▶ _Task details_: How many lines of the listing below hold the word "options"? Answer with the number alone.

╔══

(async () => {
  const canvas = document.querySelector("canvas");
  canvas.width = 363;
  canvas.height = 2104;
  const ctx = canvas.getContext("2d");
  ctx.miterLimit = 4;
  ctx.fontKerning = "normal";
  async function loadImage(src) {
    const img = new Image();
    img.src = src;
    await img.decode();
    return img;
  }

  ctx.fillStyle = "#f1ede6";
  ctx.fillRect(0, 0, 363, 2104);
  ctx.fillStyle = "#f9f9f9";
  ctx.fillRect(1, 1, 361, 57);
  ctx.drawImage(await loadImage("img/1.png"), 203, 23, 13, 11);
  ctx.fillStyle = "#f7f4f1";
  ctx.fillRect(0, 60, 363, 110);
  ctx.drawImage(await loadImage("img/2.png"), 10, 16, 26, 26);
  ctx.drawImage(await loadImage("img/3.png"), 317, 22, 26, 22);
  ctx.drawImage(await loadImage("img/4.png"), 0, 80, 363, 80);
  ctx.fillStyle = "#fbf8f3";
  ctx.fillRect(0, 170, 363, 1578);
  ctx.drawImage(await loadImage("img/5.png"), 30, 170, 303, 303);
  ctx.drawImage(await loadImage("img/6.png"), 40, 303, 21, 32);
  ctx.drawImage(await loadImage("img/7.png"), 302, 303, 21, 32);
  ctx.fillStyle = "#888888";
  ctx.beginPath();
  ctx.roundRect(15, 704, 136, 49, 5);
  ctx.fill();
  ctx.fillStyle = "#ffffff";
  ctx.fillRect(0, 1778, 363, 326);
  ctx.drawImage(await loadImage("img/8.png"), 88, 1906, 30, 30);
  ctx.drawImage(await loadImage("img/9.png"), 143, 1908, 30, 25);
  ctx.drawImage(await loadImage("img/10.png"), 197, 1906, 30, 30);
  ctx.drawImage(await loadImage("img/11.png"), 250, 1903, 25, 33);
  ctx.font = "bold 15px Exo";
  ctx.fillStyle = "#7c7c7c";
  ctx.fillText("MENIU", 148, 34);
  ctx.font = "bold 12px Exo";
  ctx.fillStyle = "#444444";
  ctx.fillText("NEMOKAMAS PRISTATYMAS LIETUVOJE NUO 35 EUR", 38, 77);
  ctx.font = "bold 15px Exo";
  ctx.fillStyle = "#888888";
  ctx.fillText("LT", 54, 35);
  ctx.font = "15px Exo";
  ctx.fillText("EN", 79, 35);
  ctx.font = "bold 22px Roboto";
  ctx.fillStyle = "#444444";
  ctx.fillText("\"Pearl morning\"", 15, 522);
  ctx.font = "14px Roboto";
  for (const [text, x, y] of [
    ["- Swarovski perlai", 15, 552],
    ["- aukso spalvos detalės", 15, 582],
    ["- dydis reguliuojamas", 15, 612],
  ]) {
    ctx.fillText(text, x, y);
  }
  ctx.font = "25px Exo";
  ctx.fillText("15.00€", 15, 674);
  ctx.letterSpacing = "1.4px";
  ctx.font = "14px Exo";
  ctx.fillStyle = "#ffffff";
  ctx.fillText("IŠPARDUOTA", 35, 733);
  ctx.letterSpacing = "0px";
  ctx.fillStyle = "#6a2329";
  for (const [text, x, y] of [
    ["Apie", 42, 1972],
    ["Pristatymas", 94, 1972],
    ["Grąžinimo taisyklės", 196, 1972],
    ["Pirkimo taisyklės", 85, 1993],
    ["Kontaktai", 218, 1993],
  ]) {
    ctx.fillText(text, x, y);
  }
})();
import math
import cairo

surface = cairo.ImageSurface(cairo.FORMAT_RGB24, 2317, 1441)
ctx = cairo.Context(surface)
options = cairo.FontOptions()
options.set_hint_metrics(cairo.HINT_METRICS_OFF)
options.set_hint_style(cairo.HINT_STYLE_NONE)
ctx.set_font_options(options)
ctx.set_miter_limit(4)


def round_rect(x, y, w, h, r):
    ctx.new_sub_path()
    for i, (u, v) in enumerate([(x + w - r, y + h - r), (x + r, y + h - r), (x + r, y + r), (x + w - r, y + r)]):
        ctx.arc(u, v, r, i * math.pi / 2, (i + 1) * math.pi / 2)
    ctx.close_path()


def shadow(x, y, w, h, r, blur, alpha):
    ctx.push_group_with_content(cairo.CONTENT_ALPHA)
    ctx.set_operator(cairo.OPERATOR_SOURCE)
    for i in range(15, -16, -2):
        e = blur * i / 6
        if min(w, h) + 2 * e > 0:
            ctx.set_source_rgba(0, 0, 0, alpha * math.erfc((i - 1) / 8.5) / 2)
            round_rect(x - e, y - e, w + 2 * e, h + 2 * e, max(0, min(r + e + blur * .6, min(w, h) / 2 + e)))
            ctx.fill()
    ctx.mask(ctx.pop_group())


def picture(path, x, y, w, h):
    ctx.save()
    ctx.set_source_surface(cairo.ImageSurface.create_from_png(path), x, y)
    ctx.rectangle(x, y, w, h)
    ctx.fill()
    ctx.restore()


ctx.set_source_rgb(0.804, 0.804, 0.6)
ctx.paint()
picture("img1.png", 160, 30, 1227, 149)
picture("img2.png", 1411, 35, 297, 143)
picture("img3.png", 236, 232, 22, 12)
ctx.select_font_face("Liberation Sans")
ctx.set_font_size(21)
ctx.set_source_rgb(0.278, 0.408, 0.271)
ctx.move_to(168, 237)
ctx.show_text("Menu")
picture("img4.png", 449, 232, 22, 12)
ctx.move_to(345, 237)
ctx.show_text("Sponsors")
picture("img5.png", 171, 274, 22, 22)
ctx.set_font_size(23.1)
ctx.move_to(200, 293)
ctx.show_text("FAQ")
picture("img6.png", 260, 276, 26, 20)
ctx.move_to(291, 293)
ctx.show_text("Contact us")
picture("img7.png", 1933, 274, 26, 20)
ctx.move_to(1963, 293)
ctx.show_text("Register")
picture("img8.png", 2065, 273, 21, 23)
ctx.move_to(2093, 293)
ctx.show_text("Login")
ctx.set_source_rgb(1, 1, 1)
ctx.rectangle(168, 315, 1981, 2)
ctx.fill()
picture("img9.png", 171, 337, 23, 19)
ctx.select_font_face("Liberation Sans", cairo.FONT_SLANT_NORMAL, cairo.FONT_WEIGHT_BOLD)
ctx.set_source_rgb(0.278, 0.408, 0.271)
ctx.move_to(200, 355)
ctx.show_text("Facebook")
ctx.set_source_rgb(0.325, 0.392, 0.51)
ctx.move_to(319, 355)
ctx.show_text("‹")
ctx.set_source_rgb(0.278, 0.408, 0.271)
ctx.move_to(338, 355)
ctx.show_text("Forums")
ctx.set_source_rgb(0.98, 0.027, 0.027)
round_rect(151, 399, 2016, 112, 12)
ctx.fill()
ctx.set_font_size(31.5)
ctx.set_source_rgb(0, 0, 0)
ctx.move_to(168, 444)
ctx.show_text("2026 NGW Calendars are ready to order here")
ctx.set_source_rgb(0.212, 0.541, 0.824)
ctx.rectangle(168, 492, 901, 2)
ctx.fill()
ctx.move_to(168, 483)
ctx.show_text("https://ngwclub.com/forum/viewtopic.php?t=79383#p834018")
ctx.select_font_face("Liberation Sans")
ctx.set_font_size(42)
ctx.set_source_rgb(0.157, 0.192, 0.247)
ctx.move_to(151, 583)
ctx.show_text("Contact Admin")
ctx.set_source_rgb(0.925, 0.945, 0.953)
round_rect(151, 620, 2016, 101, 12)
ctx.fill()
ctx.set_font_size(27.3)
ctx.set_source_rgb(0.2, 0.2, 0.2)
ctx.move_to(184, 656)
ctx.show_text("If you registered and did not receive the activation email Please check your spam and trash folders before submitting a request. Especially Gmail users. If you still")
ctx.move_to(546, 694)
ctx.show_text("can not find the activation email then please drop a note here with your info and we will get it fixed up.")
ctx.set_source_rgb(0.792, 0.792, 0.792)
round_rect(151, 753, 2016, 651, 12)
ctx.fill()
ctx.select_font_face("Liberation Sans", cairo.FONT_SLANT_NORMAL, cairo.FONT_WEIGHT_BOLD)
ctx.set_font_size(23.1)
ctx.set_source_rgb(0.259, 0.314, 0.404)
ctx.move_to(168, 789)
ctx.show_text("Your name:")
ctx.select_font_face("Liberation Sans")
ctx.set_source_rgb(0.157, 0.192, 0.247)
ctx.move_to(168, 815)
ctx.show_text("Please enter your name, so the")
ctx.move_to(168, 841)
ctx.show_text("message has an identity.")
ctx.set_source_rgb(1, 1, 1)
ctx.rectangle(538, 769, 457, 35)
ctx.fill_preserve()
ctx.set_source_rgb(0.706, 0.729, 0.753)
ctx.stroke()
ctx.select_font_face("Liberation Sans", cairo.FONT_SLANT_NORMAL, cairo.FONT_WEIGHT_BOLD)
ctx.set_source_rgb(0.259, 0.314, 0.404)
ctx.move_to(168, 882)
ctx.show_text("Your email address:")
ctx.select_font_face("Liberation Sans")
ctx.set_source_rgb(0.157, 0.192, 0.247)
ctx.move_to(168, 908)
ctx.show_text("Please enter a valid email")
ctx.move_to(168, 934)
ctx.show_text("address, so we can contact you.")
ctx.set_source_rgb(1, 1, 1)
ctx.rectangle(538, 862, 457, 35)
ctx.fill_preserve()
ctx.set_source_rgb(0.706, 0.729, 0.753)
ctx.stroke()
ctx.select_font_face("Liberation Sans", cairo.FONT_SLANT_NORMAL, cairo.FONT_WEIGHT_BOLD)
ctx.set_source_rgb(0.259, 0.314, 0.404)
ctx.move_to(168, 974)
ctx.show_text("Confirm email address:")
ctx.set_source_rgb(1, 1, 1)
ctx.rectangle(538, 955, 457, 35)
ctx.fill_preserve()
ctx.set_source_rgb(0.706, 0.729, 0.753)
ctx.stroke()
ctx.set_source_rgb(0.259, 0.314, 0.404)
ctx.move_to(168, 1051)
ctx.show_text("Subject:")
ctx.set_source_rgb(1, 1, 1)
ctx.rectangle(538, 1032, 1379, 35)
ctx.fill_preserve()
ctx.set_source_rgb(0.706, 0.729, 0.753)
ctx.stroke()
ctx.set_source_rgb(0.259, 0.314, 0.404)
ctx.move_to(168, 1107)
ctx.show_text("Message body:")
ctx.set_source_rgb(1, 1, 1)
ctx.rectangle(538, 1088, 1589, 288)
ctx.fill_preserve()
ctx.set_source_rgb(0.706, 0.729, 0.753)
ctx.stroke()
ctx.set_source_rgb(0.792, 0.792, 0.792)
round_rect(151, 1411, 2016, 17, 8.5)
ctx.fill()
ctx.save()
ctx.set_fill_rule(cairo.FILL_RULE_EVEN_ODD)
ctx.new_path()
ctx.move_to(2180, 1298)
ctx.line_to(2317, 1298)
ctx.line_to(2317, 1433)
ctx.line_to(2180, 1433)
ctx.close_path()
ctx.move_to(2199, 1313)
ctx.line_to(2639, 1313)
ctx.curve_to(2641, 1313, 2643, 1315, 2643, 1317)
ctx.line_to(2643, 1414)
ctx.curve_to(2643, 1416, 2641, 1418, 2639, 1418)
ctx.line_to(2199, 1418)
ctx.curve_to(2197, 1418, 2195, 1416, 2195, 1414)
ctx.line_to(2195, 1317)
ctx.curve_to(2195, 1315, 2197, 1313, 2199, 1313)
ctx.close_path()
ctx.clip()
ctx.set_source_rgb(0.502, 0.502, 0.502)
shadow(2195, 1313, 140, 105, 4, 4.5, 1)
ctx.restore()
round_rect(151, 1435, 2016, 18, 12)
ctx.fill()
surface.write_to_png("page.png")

╚══

▶ _Response area_: 4